Step 1: Setup Pre-requisites

Download and Install the pre-built PipelineAI Installation Docker Image

-- OR --

Install AWS CLI
Install Docker Community Edition
Install Miniconda with Python 3 Support
Install Kubernetes CLI
Install KOPS

Step 2: Create Kubernetes Cluster on AWS

Note: ALL COMMANDS MUST BE RUN WITHIN THE DOCKER CONTAINER STARTED IN STEP 1!!

We cannot support one-off environments!

Setup AWS CLI

aws configure

Enter ACCESS_KEY_ID, SECRET_ACCESS_KEY, and Default Region (ie. us-west-2)

Create IAM Role for `kops`

aws iam create-group --group-name kops

aws iam attach-group-policy --policy-arn arn:aws:iam::aws:policy/AmazonEC2FullAccess --group-name kops
aws iam attach-group-policy --policy-arn arn:aws:iam::aws:policy/AmazonRoute53FullAccess --group-name kops
aws iam attach-group-policy --policy-arn arn:aws:iam::aws:policy/AmazonS3FullAccess --group-name kops
aws iam attach-group-policy --policy-arn arn:aws:iam::aws:policy/IAMFullAccess --group-name kops
aws iam attach-group-policy --policy-arn arn:aws:iam::aws:policy/AmazonVPCFullAccess --group-name kops

aws iam create-user --user-name kops

aws iam add-user-to-group --user-name kops --group-name kops

aws iam create-access-key --user-name kops

^^ COPY THESE CREDENTIALS SOMEWHERE. YOU WILL NEED THEM LATER! ^^

(Re-)Setup AWS CLI with `kops` IAM Role

aws configure

Enter new ACCESS_KEY_ID, SECRET_ACCESS_KEY, and Default Region (ie. us-west-2) from above.

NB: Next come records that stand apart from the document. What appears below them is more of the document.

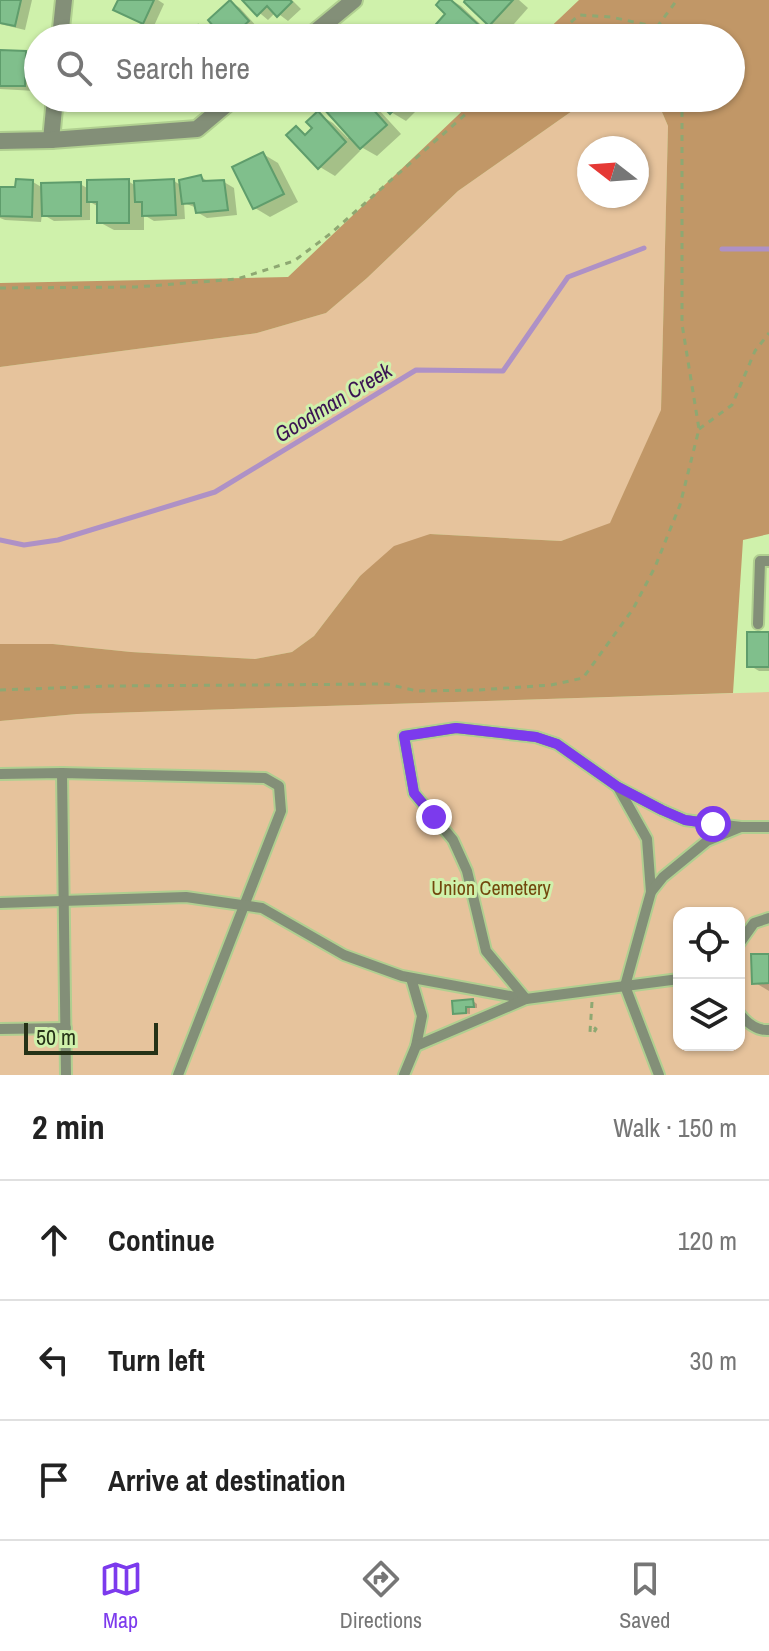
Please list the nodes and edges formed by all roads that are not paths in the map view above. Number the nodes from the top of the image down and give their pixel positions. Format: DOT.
graph roads {
  1 [pos="64,0"];
  2 [pos="354,0"];
  3 [pos="61,24"];
  4 [pos="325,24"];
  5 [pos="54,112"];
  6 [pos="217,112"];
  7 [pos="51,140"];
  8 [pos="0,141"];
  9 [pos="769,561"];
  10 [pos="758,624"];
  11 [pos="62,773"];
  12 [pos="0,774"];
  13 [pos="618,787"];
  14 [pos="741,827"];
  15 [pos="769,827"];
  16 [pos="651,892"];
  17 [pos="65,901"];
  18 [pos="0,903"];
  19 [pos="244,905"];
  20 [pos="769,918"];
  21 [pos="745,936"];
  22 [pos="411,978"];
  23 [pos="673,980"];
  24 [pos="625,986"];
  25 [pos="526,999"];
  26 [pos="745,1021"];
  27 [pos="66,1028"];
  28 [pos="0,1029"];
  29 [pos="769,1030"];
  30 [pos="416,1046"];
  31 [pos="66,1075"];
  32 [pos="178,1075"];
  33 [pos="404,1075"];
  34 [pos="659,1075"];
  1 -- 3 [label="street"];
  2 -- 4 [label="street"];
  5 -- 7 [label="street"];
  6 -- 7 [label="street"];
  7 -- 8 [label="street"];
  9 -- 10 [label="lane"];
  11 -- 12 [label="lane"];
  11 -- 17 [label="lane"];
  11 -- 19 [label="lane"];
  13 -- 14 [label="lane"];
  13 -- 16 [label="lane"];
  13 -- 25 [label="lane"];
  14 -- 15 [label="lane"];
  14 -- 16 [label="lane"];
  16 -- 24 [label="lane"];
  17 -- 18 [label="lane"];
  17 -- 19 [label="lane"];
  17 -- 27 [label="lane"];
  19 -- 22 [label="lane"];
  19 -- 32 [label="lane"];
  20 -- 21 [label="lane"];
  22 -- 25 [label="lane"];
  22 -- 30 [label="lane"];
  23 -- 24 [label="lane"];
  24 -- 25 [label="lane"];
  24 -- 34 [label="lane"];
  25 -- 30 [label="lane"];
  26 -- 29 [label="lane"];
  27 -- 28 [label="lane"];
  27 -- 31 [label="lane"];
  30 -- 33 [label="lane"];
}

Setup Environment Variables

AWS Environment Variables

Because aws configure doesn't export these vars for kops to use, we export them below.

export AWS_ACCESS_KEY_ID=`aws configure get aws_access_key_id`
export AWS_SECRET_ACCESS_KEY=`aws configure get aws_secret_access_key`

Cluster Name

If you see the following, CLUSTER_NAME must be a fully-qualified domain name (ie. Route 53) per this link.

export CLUSTER_NAME=<your-cluster-name-with-fully-qualified-DNS-name>

Cluster Name must be a fully-qualified DNS name (ie. awscpu.pipeline.ai)

S3 Bucket

This bucket must be accessible with the AWS Credentials used in the aws configure command above.

export KOPS_STATE_STORE=<your-globally-unique-s3-bucket-name>

State Store must be fully-qualified s3 bucket such as s3://awscpu.pipeline.ai

Create S3 Bucket for Cluster Definitions

aws s3 mb ${KOPS_STATE_STORE}

### EXPECTED OUTPUT ###
# make_bucket: <your-globally-unique-s3-bucket-name>

Create SSH Key Pair

ssh-keygen -t rsa

### EXPECTED OUTPUT ###
# Generating public/private rsa key pair.
# Enter file in which to save the key (/root/.ssh/id_rsa):
# Created directory '/root/.ssh'.
# Enter passphrase (empty for no passphrase):
# Enter same passphrase again:
# Your identification has been saved in /root/.ssh/id_rsa.
# Your public key has been saved in /root/.ssh/id_rsa.pub.
# The key fingerprint is:
# ... 
# The key's randomart image is:
# ...

^^ Copy these keys somewhere. You will need them later! ^^

Create Cluster Configuration

kops create cluster \
    --cloud aws \
    --dns public \
    --ssh-public-key ~/.ssh/id_rsa.pub \
    --master-zones us-west-2b \
    --master-size t2.medium \
    --zones us-west-2b \
    --node-count 1 \
    --node-size r3.2xlarge \
    --node-tenancy default \
    --kubernetes-version 1.8.4 \
    --image kope.io/k8s-1.7-debian-jessie-amd64-hvm-ebs-2017-07-28 \
    --alsologtostderr \
    --log_dir logs \
    --v 5 \
    --state ${KOPS_STATE_STORE} \
    --name ${CLUSTER_NAME}

Note: You can use --vpc to re-use your existing infrastructure.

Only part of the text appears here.